▶ [Input data]
____
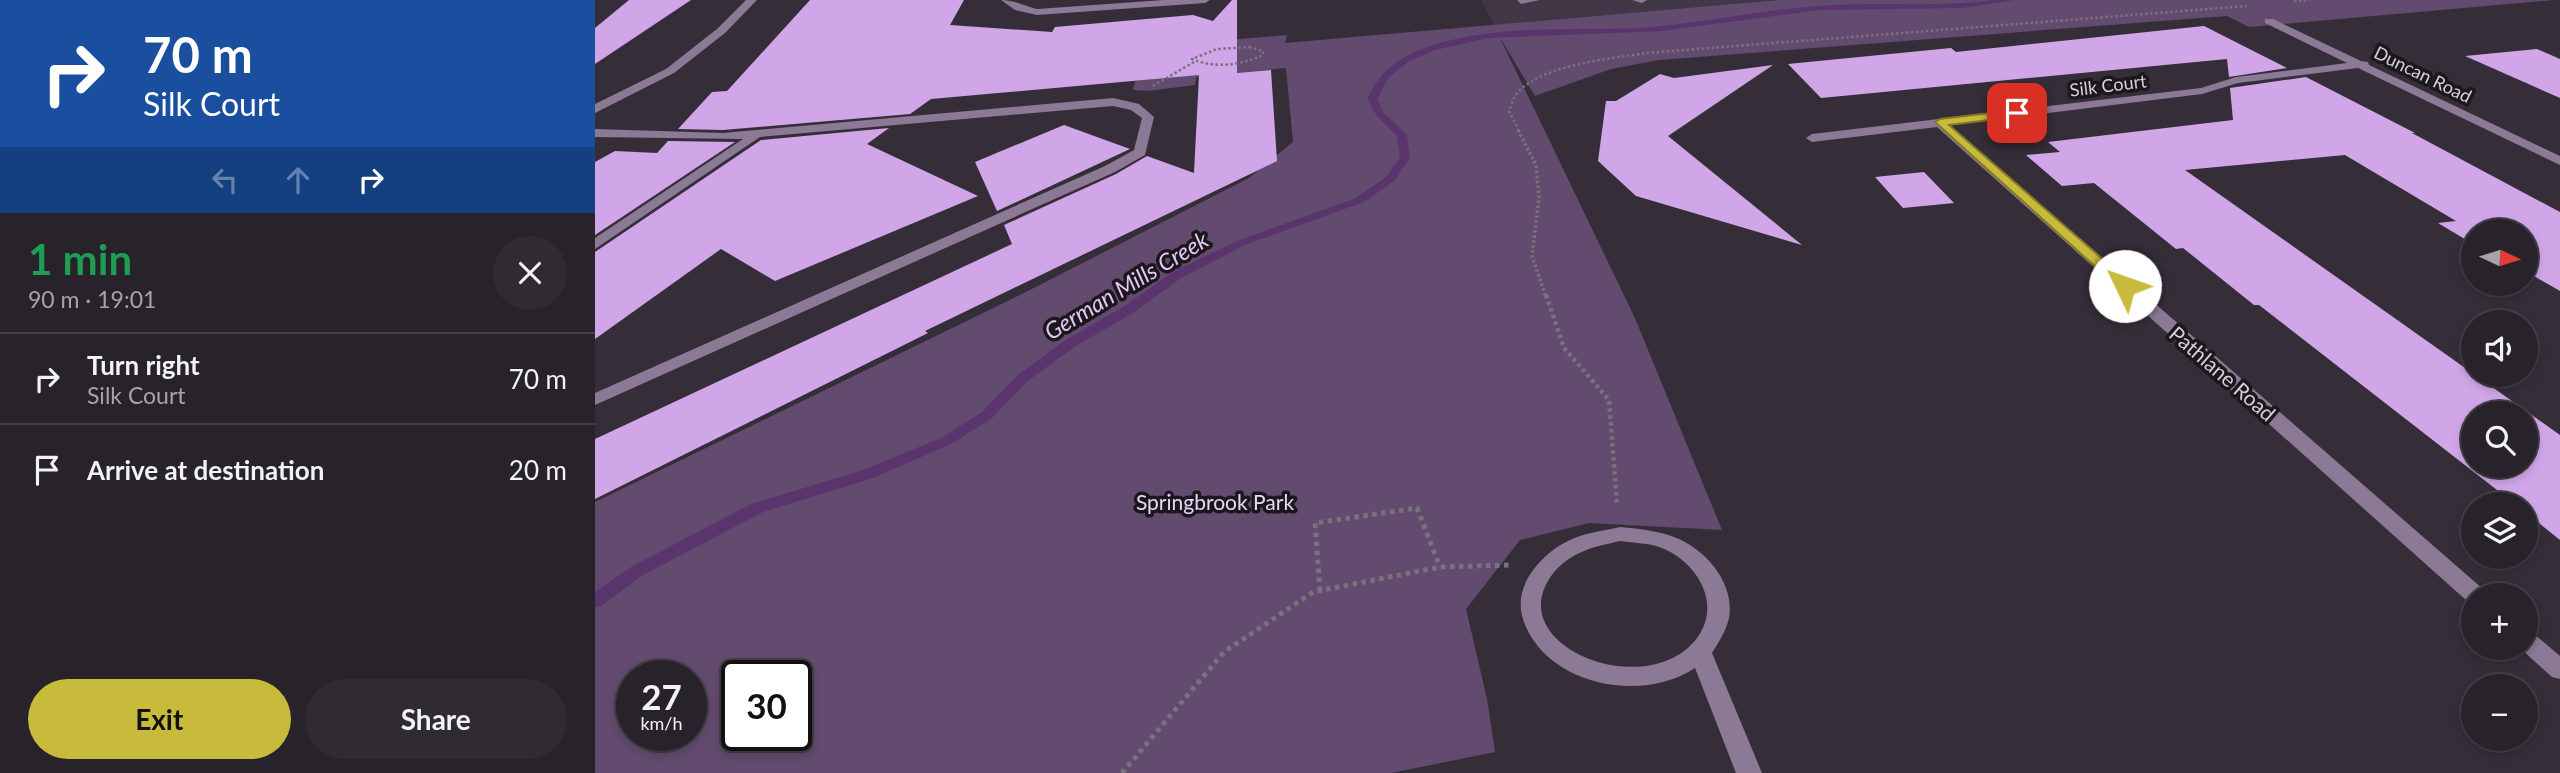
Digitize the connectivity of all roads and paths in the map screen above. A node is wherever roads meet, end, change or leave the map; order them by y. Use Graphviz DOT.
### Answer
graph roads {
  1 [pos="752,0"];
  2 [pos="1006,0"];
  3 [pos="1205,0"];
  4 [pos="1535,0"];
  5 [pos="1521,1"];
  6 [pos="2269,21"];
  7 [pos="1194,62"];
  8 [pos="2364,64"];
  9 [pos="1152,87"];
  10 [pos="595,109"];
  11 [pos="1940,122"];
  12 [pos="595,133"];
  13 [pos="757,135"];
  14 [pos="1812,138"];
  15 [pos="2560,161"];
  16 [pos="595,245"];
  17 [pos="595,400"];
  18 [pos="1546,564"];
  19 [pos="1440,567"];
  20 [pos="2461,583"];
  21 [pos="1320,591"];
  22 [pos="2538,651"];
  23 [pos="1700,652"];
  24 [pos="2560,670"];
  25 [pos="1122,773"];
  26 [pos="1749,773"];
  1 -- 10 [label="street"];
  2 -- 3 [label="street"];
  4 -- 5 [label="street"];
  6 -- 8 [label="street, Duncan Road"];
  7 -- 7 [label="path"];
  7 -- 9 [label="path"];
  8 -- 11 [label="street, Silk Court"];
  8 -- 15 [label="street, Duncan Road"];
  11 -- 14 [label="street, Silk Court"];
  11 -- 20 [label="street, Pathlane Road"];
  12 -- 13 [label="street"];
  13 -- 16 [label="street"];
  13 -- 17 [label="street"];
  18 -- 19 [label="path"];
  18 -- 23 [label="street"];
  18 -- 23 [label="street"];
  19 -- 21 [label="path"];
  19 -- 21 [label="path"];
  21 -- 25 [label="path"];
  22 -- 24 [label="street"];
  23 -- 26 [label="street"];
}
____
▶ [Work to be completed]
In the listing above, locate each line with "Silk" and copy it.

▶ [Solution to the exercise]
  8 -- 11 [label="street, Silk Court"];
  11 -- 14 [label="street, Silk Court"];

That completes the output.